**TASK**
Your answer must be every line below, repeated exactly.

**GIVEN INFORMATION**
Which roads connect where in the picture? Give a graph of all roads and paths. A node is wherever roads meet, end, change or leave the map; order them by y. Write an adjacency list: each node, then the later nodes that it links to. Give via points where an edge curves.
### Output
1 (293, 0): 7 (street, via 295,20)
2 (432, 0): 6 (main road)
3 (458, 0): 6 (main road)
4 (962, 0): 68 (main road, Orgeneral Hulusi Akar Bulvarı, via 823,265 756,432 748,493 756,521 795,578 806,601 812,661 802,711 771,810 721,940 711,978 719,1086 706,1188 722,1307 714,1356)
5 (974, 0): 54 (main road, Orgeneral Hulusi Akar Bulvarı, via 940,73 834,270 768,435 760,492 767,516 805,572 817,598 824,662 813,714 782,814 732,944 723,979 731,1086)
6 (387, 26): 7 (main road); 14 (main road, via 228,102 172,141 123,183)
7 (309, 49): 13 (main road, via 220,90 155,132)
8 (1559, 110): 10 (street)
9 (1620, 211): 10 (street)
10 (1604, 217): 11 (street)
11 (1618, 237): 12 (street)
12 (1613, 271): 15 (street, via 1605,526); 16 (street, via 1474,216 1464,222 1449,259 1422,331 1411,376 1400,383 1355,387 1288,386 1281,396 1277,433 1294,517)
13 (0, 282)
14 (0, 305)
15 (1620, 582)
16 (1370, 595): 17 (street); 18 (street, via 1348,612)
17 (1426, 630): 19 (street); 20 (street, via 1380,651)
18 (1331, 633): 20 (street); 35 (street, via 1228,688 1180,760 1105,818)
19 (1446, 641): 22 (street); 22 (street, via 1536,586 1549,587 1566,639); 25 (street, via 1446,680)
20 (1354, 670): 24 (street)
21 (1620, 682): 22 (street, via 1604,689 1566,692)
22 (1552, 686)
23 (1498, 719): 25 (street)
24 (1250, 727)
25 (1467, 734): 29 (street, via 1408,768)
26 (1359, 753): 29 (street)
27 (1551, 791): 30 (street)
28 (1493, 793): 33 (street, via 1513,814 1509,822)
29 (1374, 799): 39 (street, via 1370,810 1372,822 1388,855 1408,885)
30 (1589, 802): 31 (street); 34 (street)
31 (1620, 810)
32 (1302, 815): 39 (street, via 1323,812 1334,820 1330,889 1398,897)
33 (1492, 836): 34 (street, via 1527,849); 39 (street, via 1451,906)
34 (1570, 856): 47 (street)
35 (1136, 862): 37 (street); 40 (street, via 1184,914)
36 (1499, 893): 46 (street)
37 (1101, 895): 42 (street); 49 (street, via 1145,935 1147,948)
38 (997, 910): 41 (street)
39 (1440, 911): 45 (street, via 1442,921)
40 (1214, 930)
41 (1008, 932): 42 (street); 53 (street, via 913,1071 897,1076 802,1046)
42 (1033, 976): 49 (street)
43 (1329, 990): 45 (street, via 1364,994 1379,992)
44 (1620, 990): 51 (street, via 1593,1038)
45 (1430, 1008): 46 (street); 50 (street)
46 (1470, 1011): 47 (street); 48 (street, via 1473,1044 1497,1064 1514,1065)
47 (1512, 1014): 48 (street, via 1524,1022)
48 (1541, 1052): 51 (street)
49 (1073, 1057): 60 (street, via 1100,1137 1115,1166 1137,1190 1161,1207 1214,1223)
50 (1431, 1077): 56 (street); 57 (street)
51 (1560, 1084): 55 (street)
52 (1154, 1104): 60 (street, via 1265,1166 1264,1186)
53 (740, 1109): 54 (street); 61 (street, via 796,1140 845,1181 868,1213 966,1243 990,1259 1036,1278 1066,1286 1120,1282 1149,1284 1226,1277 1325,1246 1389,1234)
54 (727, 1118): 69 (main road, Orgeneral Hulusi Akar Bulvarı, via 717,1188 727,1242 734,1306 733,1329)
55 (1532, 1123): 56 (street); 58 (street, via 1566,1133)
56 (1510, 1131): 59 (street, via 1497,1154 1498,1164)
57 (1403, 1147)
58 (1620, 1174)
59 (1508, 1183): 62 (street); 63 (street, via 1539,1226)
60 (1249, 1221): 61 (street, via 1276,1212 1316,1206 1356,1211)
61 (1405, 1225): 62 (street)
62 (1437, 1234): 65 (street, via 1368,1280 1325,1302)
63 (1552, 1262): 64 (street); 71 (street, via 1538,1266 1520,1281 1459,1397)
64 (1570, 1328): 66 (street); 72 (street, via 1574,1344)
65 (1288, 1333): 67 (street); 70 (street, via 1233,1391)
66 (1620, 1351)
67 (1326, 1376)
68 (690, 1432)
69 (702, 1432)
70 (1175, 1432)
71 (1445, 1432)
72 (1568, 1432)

**COMPLETED TASK**
Which roads connect where in the picture? Give a graph of all roads and paths. A node is wherever roads meet, end, change or leave the map; order them by y. Write an adjacency list: each node, then the later nodes that it links to. Give via points where an edge curves.
### Output
1 (293, 0): 7 (street, via 295,20)
2 (432, 0): 6 (main road)
3 (458, 0): 6 (main road)
4 (962, 0): 68 (main road, Orgeneral Hulusi Akar Bulvarı, via 823,265 756,432 748,493 756,521 795,578 806,601 812,661 802,711 771,810 721,940 711,978 719,1086 706,1188 722,1307 714,1356)
5 (974, 0): 54 (main road, Orgeneral Hulusi Akar Bulvarı, via 940,73 834,270 768,435 760,492 767,516 805,572 817,598 824,662 813,714 782,814 732,944 723,979 731,1086)
6 (387, 26): 7 (main road); 14 (main road, via 228,102 172,141 123,183)
7 (309, 49): 13 (main road, via 220,90 155,132)
8 (1559, 110): 10 (street)
9 (1620, 211): 10 (street)
10 (1604, 217): 11 (street)
11 (1618, 237): 12 (street)
12 (1613, 271): 15 (street, via 1605,526); 16 (street, via 1474,216 1464,222 1449,259 1422,331 1411,376 1400,383 1355,387 1288,386 1281,396 1277,433 1294,517)
13 (0, 282)
14 (0, 305)
15 (1620, 582)
16 (1370, 595): 17 (street); 18 (street, via 1348,612)
17 (1426, 630): 19 (street); 20 (street, via 1380,651)
18 (1331, 633): 20 (street); 35 (street, via 1228,688 1180,760 1105,818)
19 (1446, 641): 22 (street); 22 (street, via 1536,586 1549,587 1566,639); 25 (street, via 1446,680)
20 (1354, 670): 24 (street)
21 (1620, 682): 22 (street, via 1604,689 1566,692)
22 (1552, 686)
23 (1498, 719): 25 (street)
24 (1250, 727)
25 (1467, 734): 29 (street, via 1408,768)
26 (1359, 753): 29 (street)
27 (1551, 791): 30 (street)
28 (1493, 793): 33 (street, via 1513,814 1509,822)
29 (1374, 799): 39 (street, via 1370,810 1372,822 1388,855 1408,885)
30 (1589, 802): 31 (street); 34 (street)
31 (1620, 810)
32 (1302, 815): 39 (street, via 1323,812 1334,820 1330,889 1398,897)
33 (1492, 836): 34 (street, via 1527,849); 39 (street, via 1451,906)
34 (1570, 856): 47 (street)
35 (1136, 862): 37 (street); 40 (street, via 1184,914)
36 (1499, 893): 46 (street)
37 (1101, 895): 42 (street); 49 (street, via 1145,935 1147,948)
38 (997, 910): 41 (street)
39 (1440, 911): 45 (street, via 1442,921)
40 (1214, 930)
41 (1008, 932): 42 (street); 53 (street, via 913,1071 897,1076 802,1046)
42 (1033, 976): 49 (street)
43 (1329, 990): 45 (street, via 1364,994 1379,992)
44 (1620, 990): 51 (street, via 1593,1038)
45 (1430, 1008): 46 (street); 50 (street)
46 (1470, 1011): 47 (street); 48 (street, via 1473,1044 1497,1064 1514,1065)
47 (1512, 1014): 48 (street, via 1524,1022)
48 (1541, 1052): 51 (street)
49 (1073, 1057): 60 (street, via 1100,1137 1115,1166 1137,1190 1161,1207 1214,1223)
50 (1431, 1077): 56 (street); 57 (street)
51 (1560, 1084): 55 (street)
52 (1154, 1104): 60 (street, via 1265,1166 1264,1186)
53 (740, 1109): 54 (street); 61 (street, via 796,1140 845,1181 868,1213 966,1243 990,1259 1036,1278 1066,1286 1120,1282 1149,1284 1226,1277 1325,1246 1389,1234)
54 (727, 1118): 69 (main road, Orgeneral Hulusi Akar Bulvarı, via 717,1188 727,1242 734,1306 733,1329)
55 (1532, 1123): 56 (street); 58 (street, via 1566,1133)
56 (1510, 1131): 59 (street, via 1497,1154 1498,1164)
57 (1403, 1147)
58 (1620, 1174)
59 (1508, 1183): 62 (street); 63 (street, via 1539,1226)
60 (1249, 1221): 61 (street, via 1276,1212 1316,1206 1356,1211)
61 (1405, 1225): 62 (street)
62 (1437, 1234): 65 (street, via 1368,1280 1325,1302)
63 (1552, 1262): 64 (street); 71 (street, via 1538,1266 1520,1281 1459,1397)
64 (1570, 1328): 66 (street); 72 (street, via 1574,1344)
65 (1288, 1333): 67 (street); 70 (street, via 1233,1391)
66 (1620, 1351)
67 (1326, 1376)
68 (690, 1432)
69 (702, 1432)
70 (1175, 1432)
71 (1445, 1432)
72 (1568, 1432)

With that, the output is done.